Comment France 2 a instrumentalisé Joséphine Baker contre Zemmour
Nathalie Saint-Cricq, Julian Bugier et Pascal Blanchard. Image: capture d'écran France 2.

La panthéonisation de Joséphine Baker nous a fait du bien, en cette période gangrenée par le wokisme et ses relents racialistes et anti-universalistes. Mais sur France 2, Nathalie Saint-Cricq et Julian Bugier ont quand même détourné subtilement l’évènement pour accabler Eric Zemmour.


Il y aurait certes beaucoup à dire sur Joséphine Baker, et notamment qu’elle représente l’archétype parfait de l’assimilation telle que bien des Français la souhaitent, voire l’exigent à juste titre, de la part de ceux qui viennent vivre dans notre pays – on dira bien sûr de ceux qui exigent çà qu’ils sont d’extrême droite. 

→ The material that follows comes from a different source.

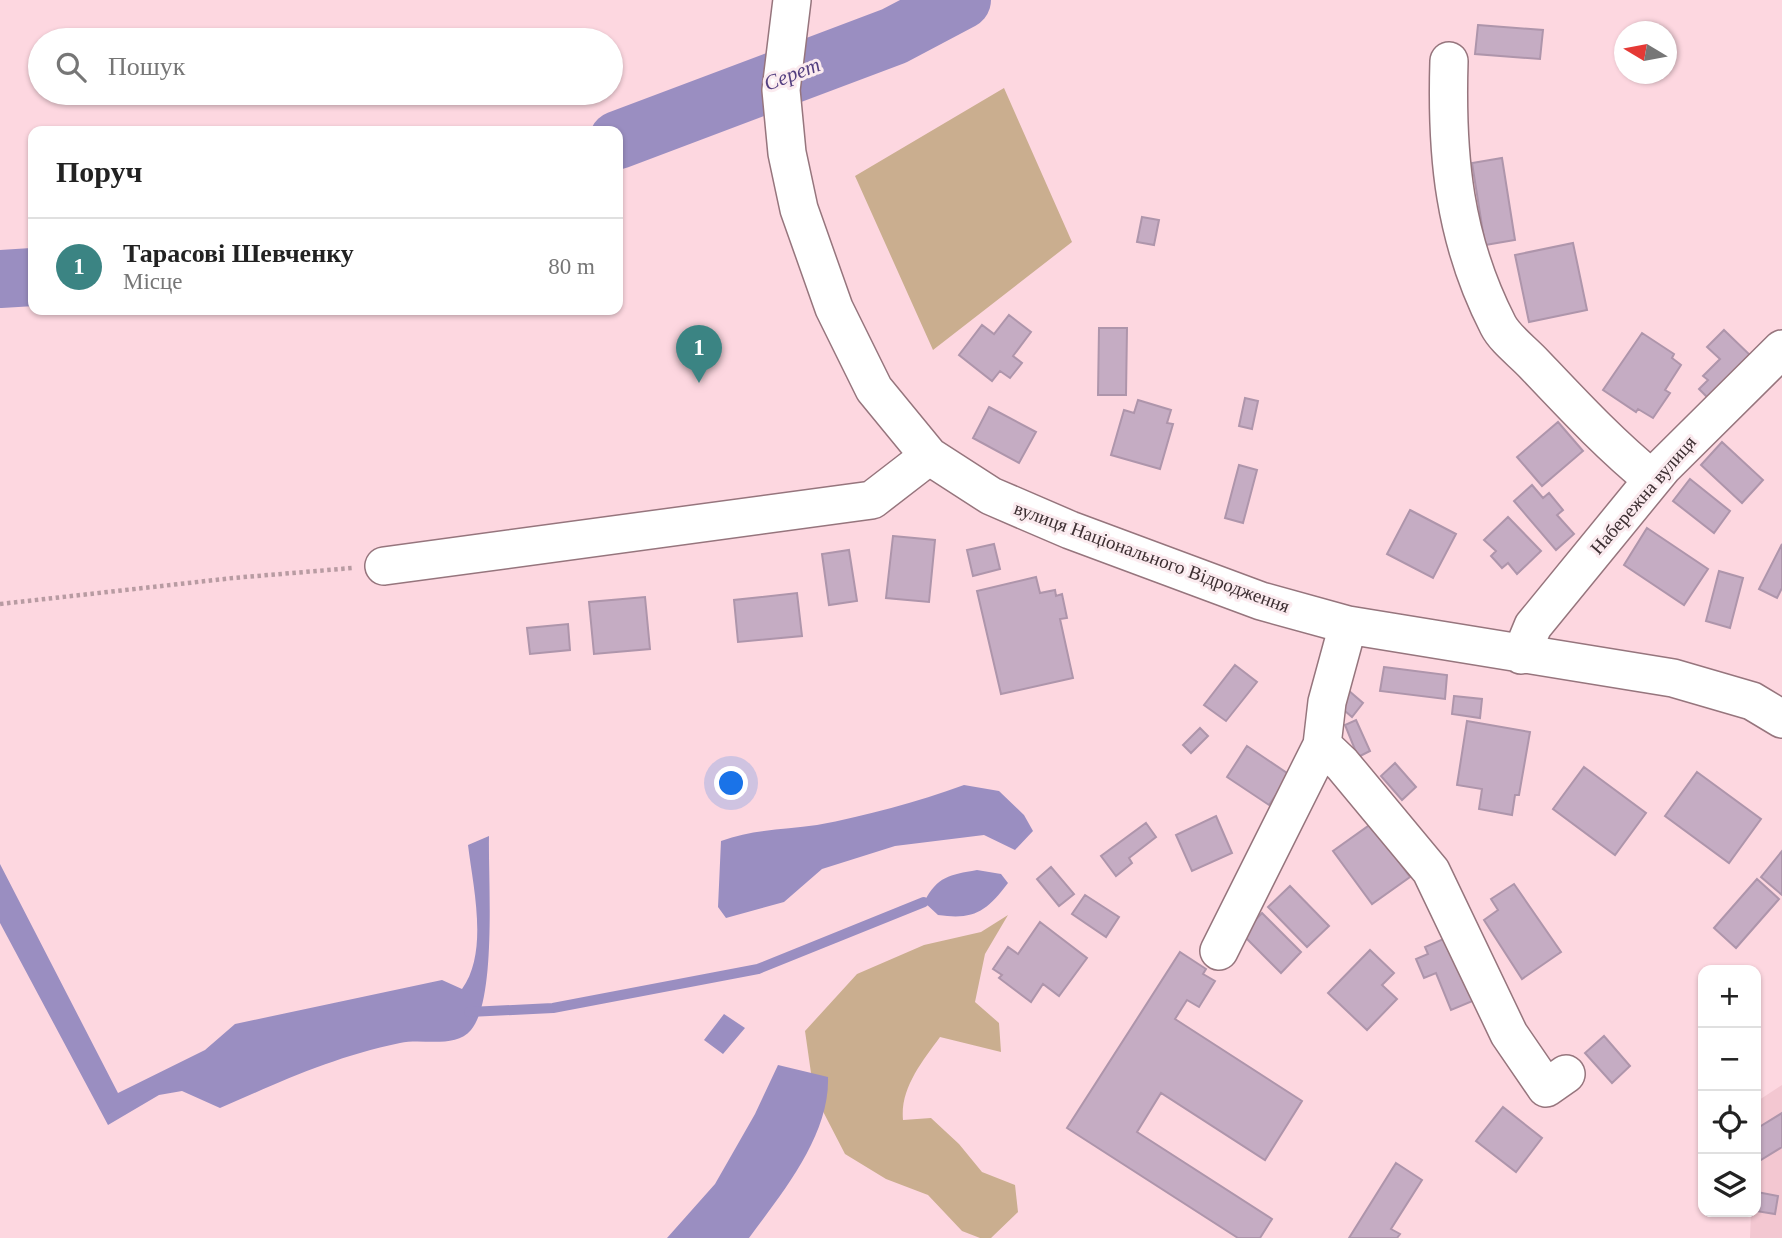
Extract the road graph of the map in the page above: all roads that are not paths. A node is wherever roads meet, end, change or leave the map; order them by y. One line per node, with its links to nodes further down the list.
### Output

Son amour pour la France lui a fait prendre de vrais risques pendant la Seconde Guerre mondiale, et ne serait-ce que pour cette raison, elle mérite sans doute le Panthéon !

Les accointances des journalistes avec Pascal Blanchard

Mais les journalistes de service, tels qu’ils officiaient mardi sur France 2 pour commenter la cérémonie, par leur façon de conclure l’évènement, ont montré qu’ils étaient prêts à tout pour se hausser du col, se faire bien voir des élites progressistes, LGBT, antiracistes ou décolonialistes (qui avaient d’ailleurs leur représentant sur le plateau en la personne de Monsieur Blanchard).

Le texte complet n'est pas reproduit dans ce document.